# WHAT YOU ARE ASKED TO DO
For the data below, count the lines that have the string "dead" and state that number by itself.

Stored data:
============

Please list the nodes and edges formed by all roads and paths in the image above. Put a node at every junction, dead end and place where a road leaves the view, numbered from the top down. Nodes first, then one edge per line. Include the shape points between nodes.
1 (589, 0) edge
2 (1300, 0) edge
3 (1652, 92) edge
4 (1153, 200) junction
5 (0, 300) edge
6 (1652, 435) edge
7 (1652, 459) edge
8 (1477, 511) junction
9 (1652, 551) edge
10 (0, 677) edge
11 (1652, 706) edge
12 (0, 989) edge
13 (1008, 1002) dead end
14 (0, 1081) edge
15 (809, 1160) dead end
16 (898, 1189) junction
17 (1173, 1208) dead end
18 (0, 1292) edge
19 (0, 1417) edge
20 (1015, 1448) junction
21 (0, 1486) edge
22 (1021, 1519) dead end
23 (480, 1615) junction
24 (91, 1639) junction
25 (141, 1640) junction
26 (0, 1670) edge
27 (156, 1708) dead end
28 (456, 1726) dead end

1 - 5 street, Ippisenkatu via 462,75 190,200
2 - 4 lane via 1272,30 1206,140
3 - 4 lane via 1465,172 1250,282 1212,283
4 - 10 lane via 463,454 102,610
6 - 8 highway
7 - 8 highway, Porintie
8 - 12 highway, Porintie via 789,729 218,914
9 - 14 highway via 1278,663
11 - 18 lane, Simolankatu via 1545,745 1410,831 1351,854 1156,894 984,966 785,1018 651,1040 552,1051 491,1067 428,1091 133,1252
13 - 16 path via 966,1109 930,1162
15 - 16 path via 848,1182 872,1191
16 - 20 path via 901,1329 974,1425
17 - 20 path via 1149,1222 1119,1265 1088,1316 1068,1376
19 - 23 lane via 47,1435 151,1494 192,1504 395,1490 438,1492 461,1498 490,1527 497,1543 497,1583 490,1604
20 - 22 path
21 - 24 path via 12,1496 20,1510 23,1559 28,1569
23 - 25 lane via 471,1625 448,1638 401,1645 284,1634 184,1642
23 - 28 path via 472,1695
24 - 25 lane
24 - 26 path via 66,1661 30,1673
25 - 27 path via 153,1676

============

# YOUR SOLUTION
7